To the extent that the Cuban government's health claims are credible, the results often came at a price no civilized society could countenance. Patients with AIDS were forcibly removed from society and isolated in sanitaria. Expectant mothers with AIDS were coerced into aborting their babies. Abortions were similarly used to improve infant mortality statistics in general -- Cuba has twice the abortion rate of most countries -- by terminating high-risk pregnancies. To obtain co-operation from doctors, their compensation was tied to their patients' infant mortality rate. Many Cuban mothers claim that their doctors killed their baby at childbirth -- babies who die at birth do not show up in Cuba's infant mortality data.


At the same time that some of Castro's admirers deny claims that the medical system is failing Cubans, other admirers admit to the disastrous health outcomes, but blame them on food, drug and other shortages caused by the Cuban embargo. One such study, published in the Annals of Internal Medicine, lamented "several public health catastrophes [including] more than 50,000 cases of optic and peripheral neuropathy ... A 1994 outbreak of the Guillain-Barré syndrome in Havana was caused by water that had been contaminated with Campylobacter species because chlorination chemicals were not available for purification."


We are left with one true accomplishment of the Castro-led Communist Government of Cuba - propaganda:
Castro has claimed many achievements. Perhaps his greatest is convincing world leaders and journalists the claims are true.
Lawrence Solomon, National Post, February 01, 2003

Journalists who tell the truth are told to leave by the repressive Castro Government:

The Chicago Tribune said correspondent Gary Marx, based in the country since 2002, was told Wednesday that his stories were too negative. His press credentials were not renewed during an annual process, and he and his family were given 90 days to leave Cuba, the newspaper said.

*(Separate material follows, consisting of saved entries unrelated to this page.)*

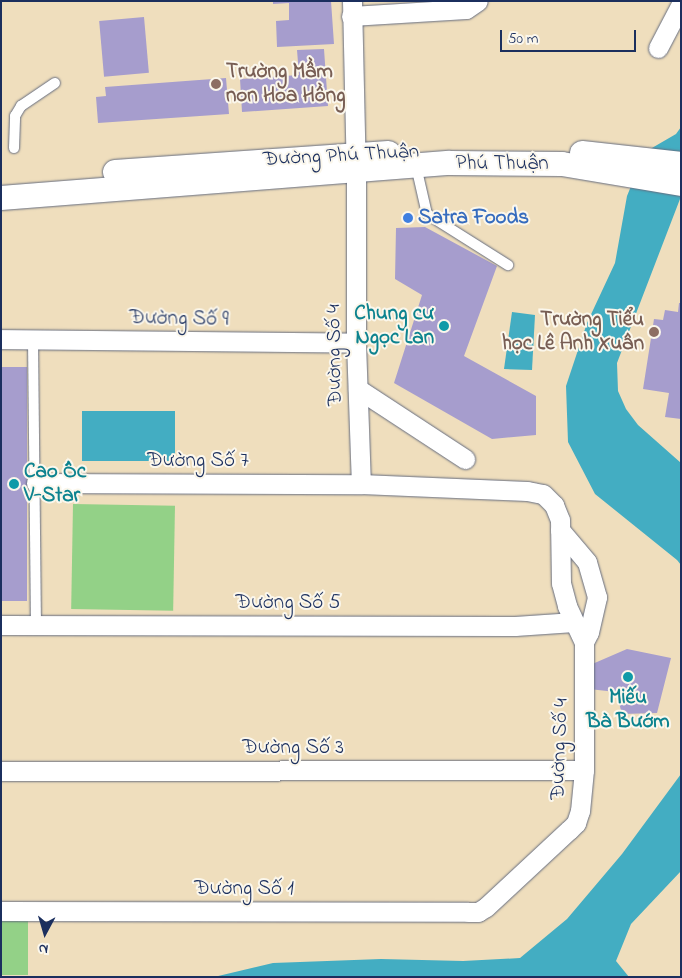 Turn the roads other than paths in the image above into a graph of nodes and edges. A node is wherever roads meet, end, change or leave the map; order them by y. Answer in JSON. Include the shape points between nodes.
{"nodes":[{"id":1,"x":478,"y":1,"type":"edge"},
{"id":2,"x":681,"y":4,"type":"edge"},
{"id":3,"x":352,"y":8,"type":"edge"},
{"id":4,"x":658,"y":48,"type":"dead end"},
{"id":5,"x":55,"y":83,"type":"dead end"},
{"id":6,"x":14,"y":148,"type":"dead end"},
{"id":7,"x":356,"y":163,"type":"junction"},
{"id":8,"x":618,"y":164,"type":"junction"},
{"id":9,"x":681,"y":164,"type":"edge"},
{"id":10,"x":416,"y":165,"type":"junction"},
{"id":11,"x":1,"y":182,"type":"edge"},
{"id":12,"x":681,"y":184,"type":"edge"},
{"id":13,"x":1,"y":198,"type":"edge"},
{"id":14,"x":508,"y":265,"type":"dead end"},
{"id":15,"x":1,"y":339,"type":"edge"},
{"id":16,"x":33,"y":340,"type":"junction"},
{"id":17,"x":356,"y":343,"type":"junction"},
{"id":18,"x":358,"y":389,"type":"junction"},
{"id":19,"x":465,"y":459,"type":"dead end"},
{"id":20,"x":36,"y":483,"type":"junction"},
{"id":21,"x":361,"y":484,"type":"junction"},
{"id":22,"x":560,"y":530,"type":"junction"},
{"id":23,"x":574,"y":622,"type":"junction"},
{"id":24,"x":1,"y":625,"type":"edge"},
{"id":25,"x":36,"y":625,"type":"junction"},
{"id":26,"x":584,"y":642,"type":"junction"},
{"id":27,"x":584,"y":770,"type":"junction"},
{"id":28,"x":1,"y":771,"type":"edge"},
{"id":29,"x":486,"y":907,"type":"joint"},
{"id":30,"x":1,"y":911,"type":"edge"}],
"edges":[{"from":1,"to":3,"type":"street","via":[[466,9]]},
{"from":2,"to":4,"type":"street"},
{"from":3,"to":7,"type":"street","name":"Đường Số 4"},
{"from":5,"to":6,"type":"lane","via":[[21,106],[15,116]]},
{"from":7,"to":8,"type":"street","name":"Đường Phú Thuận","via":[[500,148]]},
{"from":7,"to":10,"type":"street","name":"Phú Thuận"},
{"from":7,"to":11,"type":"street","name":"Đường Phú Thuận","via":[[196,165]]},
{"from":7,"to":13,"type":"street","name":"Đường Phú Thuận"},
{"from":7,"to":17,"type":"street","name":"Đường Số 4"},
{"from":8,"to":9,"type":"street","name":"Đường Phú Thuận"},
{"from":8,"to":10,"type":"street","name":"Phú Thuận","via":[[505,162]]},
{"from":8,"to":12,"type":"street","name":"Đường Phú Thuận"},
{"from":10,"to":14,"type":"lane","via":[[427,214]]},
{"from":15,"to":16,"type":"street","name":"Đường Số 9"},
{"from":16,"to":17,"type":"street","name":"Đường Số 9"},
{"from":16,"to":20,"type":"lane"},
{"from":17,"to":18,"type":"street","name":"Đường Số 4"},
{"from":18,"to":19,"type":"street"},
{"from":18,"to":21,"type":"street","name":"Đường Số 4"},
{"from":20,"to":21,"type":"street","name":"Đường Số 7"},
{"from":20,"to":25,"type":"lane"},
{"from":21,"to":22,"type":"street","name":"Đường Số 4","via":[[542,494],[554,504]]},
{"from":22,"to":23,"type":"street","name":"Đường Số 4","via":[[562,583]]},
{"from":22,"to":26,"type":"street","name":"Đường Số 4","via":[[588,562],[595,584],[595,614]]},
{"from":23,"to":25,"type":"street","name":"Đường Số 5","via":[[516,626]]},
{"from":23,"to":26,"type":"street","name":"Đường Số 4"},
{"from":24,"to":25,"type":"street","name":"Đường Số 5"},
{"from":26,"to":27,"type":"street","name":"Đường Số 4"},
{"from":27,"to":28,"type":"street","name":"Đường Số 3"},
{"from":27,"to":29,"type":"street","name":"Đường Số 4","via":[[576,822]]},
{"from":29,"to":30,"type":"street","name":"Đường Số 1","via":[[478,912]]}]} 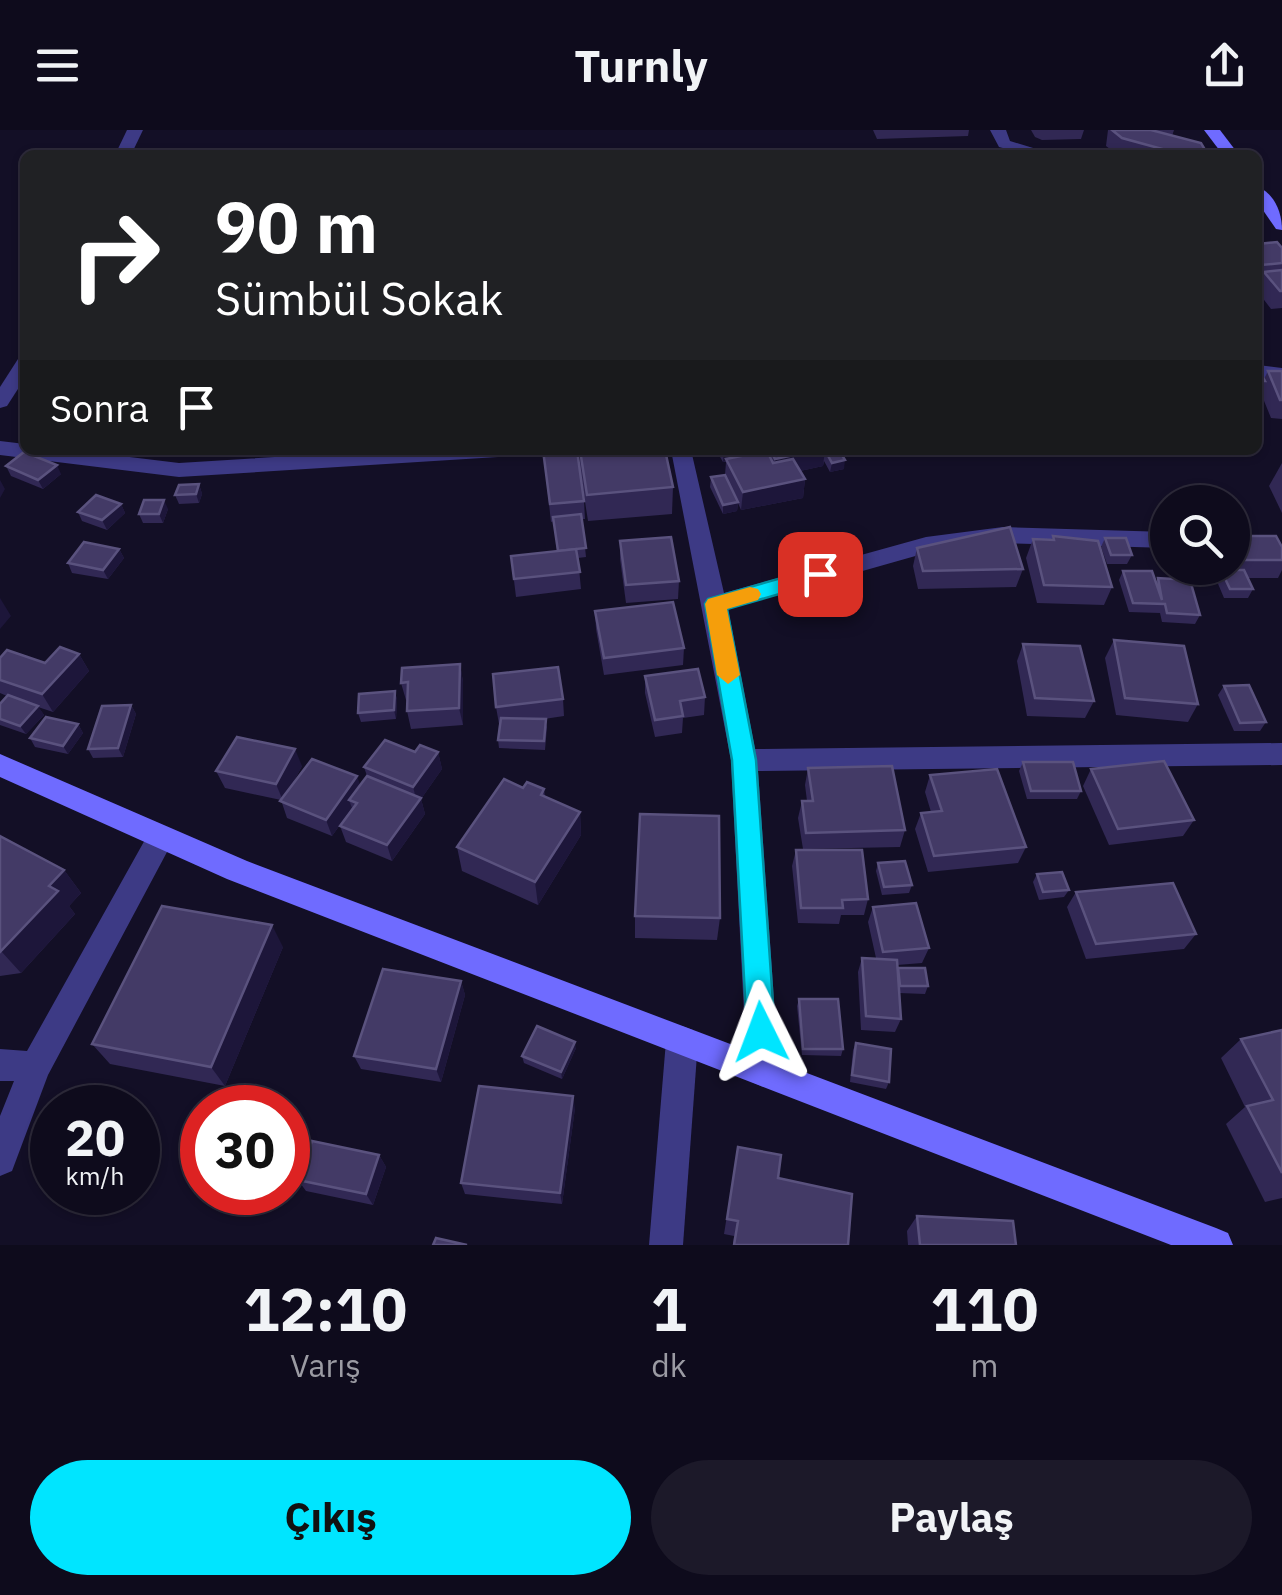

The Mexican newspaper El Universal said Cesar Gonzalez Calero, its Havana reporter since 2003, was told this week his credentials would not be renewed. Authorities told him his reporting was "not the most convenient for the Cuban government," the reporter said, adding he would be allowed to remain in Cuba as the husband of a Spanish journalist.



Mike Williams is one journalist the Castro Government let stay. And why not, his article had no mention of Cuba's repression, abuse of journalists and statistics, and no mention that the facade of Cuban health care is phony. Is he a dupe or a willing accomplice to propaganda? Does he not notice the "Miracle Mission" story about eyecare (for kids!) is a tailor-made and timed for propaganda effect, about as 'newsworthy' and balanced as a corporate ad campaign? In either case, he needs better eyesight and better insight into the reality of Cuba. Someone please get him some spectacles.